Library PDF Extraction

PDFExtract has 2 methods overloaded methods

  1. Single File
public void Extract(String inputFile, String outputFile, String rulePath, String language, String options, int debug) throws Exception
  1. Batch File
public void Extract(String batchFile, String rulePath, int threadCount, String language, String options, int debug) throws Exception
  1. Stream
public ByteArrayOutputStream Extract(ByteArrayInputStream inputStream, String language, String options, int debug) throws Exception

PDFExtract may be used from within Java with the following import:

import com.java.app.PDFExtract;

PDFExtract pdf = new PDFExtract(logpath);

String inputFile = "/data/test.pdf";
String outputFile = "/data/test.htm";
String rulePath = "/data/rule.js";
String language = "en";
String options = "";
int debug = 0; 
int threadCount = 5;

// Single File
pdf.Extract(inputFile, outputFile, rulePath, language, options, debug);

// Batch File
pdf.Extract(batchFile, rulePath, threadCount, language, options, debug);

// Stream
ByteArrayInputStream inputStream = new ByteArrayInputStream(Files.readAllBytes(new File(inputFile).toPath()));
ByteArrayOutputStream outputStream = pdf.Extract(inputStream, language, options, debug);

Python PDF Extraction Wrapper

A Python3 wrapper has been developed that bridges between Python and Java using JPype. See python-pdfextract


How It Works

Adobe Portal Document Format (PDF) is a publishing format and is not designed for easy editing and manipulation. At the core of PDF is an advanced imaging model derived from the PostScript page description language. This PDF Imaging Model enables the description of text and graphics in a device-independent and resolution-independent manner. To improve performance for interactive viewing, PDF defines a more structured format than that used by most PostScript language programs.

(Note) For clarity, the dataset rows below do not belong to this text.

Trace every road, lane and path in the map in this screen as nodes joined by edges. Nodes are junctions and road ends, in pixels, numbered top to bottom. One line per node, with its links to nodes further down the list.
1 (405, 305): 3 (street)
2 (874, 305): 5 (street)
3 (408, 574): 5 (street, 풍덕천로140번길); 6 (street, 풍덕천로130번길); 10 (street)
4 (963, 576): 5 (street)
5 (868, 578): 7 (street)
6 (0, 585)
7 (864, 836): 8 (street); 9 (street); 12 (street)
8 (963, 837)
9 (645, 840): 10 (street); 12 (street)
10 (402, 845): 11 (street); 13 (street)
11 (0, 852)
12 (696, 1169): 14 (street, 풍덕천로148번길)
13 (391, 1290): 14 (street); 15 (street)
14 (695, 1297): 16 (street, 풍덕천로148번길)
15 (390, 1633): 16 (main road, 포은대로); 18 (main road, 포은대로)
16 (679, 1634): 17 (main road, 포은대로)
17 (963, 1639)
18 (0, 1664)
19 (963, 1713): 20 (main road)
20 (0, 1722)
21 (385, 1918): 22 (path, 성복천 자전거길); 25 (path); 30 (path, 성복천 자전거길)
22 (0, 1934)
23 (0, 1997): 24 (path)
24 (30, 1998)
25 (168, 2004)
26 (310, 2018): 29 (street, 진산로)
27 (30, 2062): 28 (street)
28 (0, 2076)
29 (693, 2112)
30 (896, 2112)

Unlike PostScript, which is a programming language, PDF is based on a structured binary file format that is optimized for high performance in interactive viewing. PDF also includes objects, such as annotations and hypertext links, that are not part of the page content itself but are useful for interactive viewing and document interchange.

Our first step is to extract the PDF content out into a DOM that can be further processed into an optimal format for alignment between two similar documents. PDFExtract uses the Pdf2Dom Java library as a parser for the CSSBox rendering engine in order to get a DOM. This DOM is designed for rendering in HTML with large output that may have content out of sequence in terms of when it is rendered, but sill in correctly placed on the page. For example, a footer could be embedded in the sequence at the start rather than at the bottom of the page. There may also be off-page noise from the PDF creation tool that can confuse many aligners. This content is not visible on the page but is embedded in the document. For this reason, the raw DOM is not very suitable for aligning and mining of content without further processing.

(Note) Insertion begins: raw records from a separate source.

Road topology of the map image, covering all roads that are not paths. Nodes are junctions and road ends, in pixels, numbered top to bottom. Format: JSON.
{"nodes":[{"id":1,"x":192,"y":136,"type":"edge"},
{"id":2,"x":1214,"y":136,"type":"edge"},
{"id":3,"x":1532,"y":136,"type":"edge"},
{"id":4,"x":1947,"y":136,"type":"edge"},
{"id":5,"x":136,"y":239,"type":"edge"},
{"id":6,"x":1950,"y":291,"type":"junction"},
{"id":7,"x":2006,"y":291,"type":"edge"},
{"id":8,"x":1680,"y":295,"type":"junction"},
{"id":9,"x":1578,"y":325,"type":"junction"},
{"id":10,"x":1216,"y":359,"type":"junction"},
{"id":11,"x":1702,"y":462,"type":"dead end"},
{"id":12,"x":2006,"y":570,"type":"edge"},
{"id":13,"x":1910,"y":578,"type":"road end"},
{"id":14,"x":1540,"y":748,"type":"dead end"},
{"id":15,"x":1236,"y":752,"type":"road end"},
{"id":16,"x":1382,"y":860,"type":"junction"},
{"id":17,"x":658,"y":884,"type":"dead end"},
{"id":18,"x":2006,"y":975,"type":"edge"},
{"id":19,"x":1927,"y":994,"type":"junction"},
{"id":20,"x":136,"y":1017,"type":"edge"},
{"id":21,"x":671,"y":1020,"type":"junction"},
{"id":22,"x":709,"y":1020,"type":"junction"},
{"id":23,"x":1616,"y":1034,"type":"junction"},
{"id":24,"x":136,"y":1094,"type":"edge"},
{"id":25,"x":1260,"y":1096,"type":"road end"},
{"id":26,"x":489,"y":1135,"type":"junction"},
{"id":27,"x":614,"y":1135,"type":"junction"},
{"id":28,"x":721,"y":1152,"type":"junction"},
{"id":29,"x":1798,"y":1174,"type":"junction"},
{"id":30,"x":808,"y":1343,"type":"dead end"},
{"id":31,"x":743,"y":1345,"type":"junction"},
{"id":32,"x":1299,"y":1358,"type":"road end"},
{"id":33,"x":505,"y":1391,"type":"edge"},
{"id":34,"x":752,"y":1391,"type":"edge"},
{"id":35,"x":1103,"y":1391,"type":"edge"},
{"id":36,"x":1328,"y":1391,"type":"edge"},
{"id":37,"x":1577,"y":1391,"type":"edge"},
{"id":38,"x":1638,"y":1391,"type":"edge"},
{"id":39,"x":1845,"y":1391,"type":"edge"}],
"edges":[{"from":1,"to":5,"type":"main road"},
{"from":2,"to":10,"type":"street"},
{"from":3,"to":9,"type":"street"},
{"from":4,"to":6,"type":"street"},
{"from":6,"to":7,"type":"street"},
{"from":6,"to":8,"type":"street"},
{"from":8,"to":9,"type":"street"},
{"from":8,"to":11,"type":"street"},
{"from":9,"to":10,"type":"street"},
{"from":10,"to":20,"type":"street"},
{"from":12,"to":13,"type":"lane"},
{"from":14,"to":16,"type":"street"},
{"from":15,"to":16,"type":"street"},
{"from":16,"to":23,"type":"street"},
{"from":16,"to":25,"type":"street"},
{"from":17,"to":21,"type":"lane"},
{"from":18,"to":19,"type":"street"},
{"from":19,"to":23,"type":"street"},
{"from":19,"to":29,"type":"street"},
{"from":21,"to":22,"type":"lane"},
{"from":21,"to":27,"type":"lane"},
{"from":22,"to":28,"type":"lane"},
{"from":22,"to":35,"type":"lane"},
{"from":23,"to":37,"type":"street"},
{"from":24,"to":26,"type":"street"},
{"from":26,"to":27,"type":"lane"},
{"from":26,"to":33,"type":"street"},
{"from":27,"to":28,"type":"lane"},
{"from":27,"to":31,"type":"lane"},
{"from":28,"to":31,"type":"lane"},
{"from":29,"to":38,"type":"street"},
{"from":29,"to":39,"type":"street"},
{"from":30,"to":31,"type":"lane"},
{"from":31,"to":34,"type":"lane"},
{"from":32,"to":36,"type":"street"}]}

PDFExtract refines the initial DOM into a normalized and simplified HTML format that is light and fast to process. The core concept is very simple. Regions within the PDF are defined as a set of boxes. The lowest level of a box is a letter, then progressively expands to words, lines, paragraphs, columns and pages. Words are merged into lines. Lines are merged into paragraphs. The below examples show the original PDF file in the right, with the page marked in a blue box, columns marked in a red box, paragraphs marked in a green box and lines marked in a blue box. Once the clean boxed regions are defined, the content is merged to create clean HTML.

All content in the HTML output is sorted by the position it appears on the page using the top left coordinates. This sorting is necessary as the order that the information appeared in the PDF file may not be in sequence.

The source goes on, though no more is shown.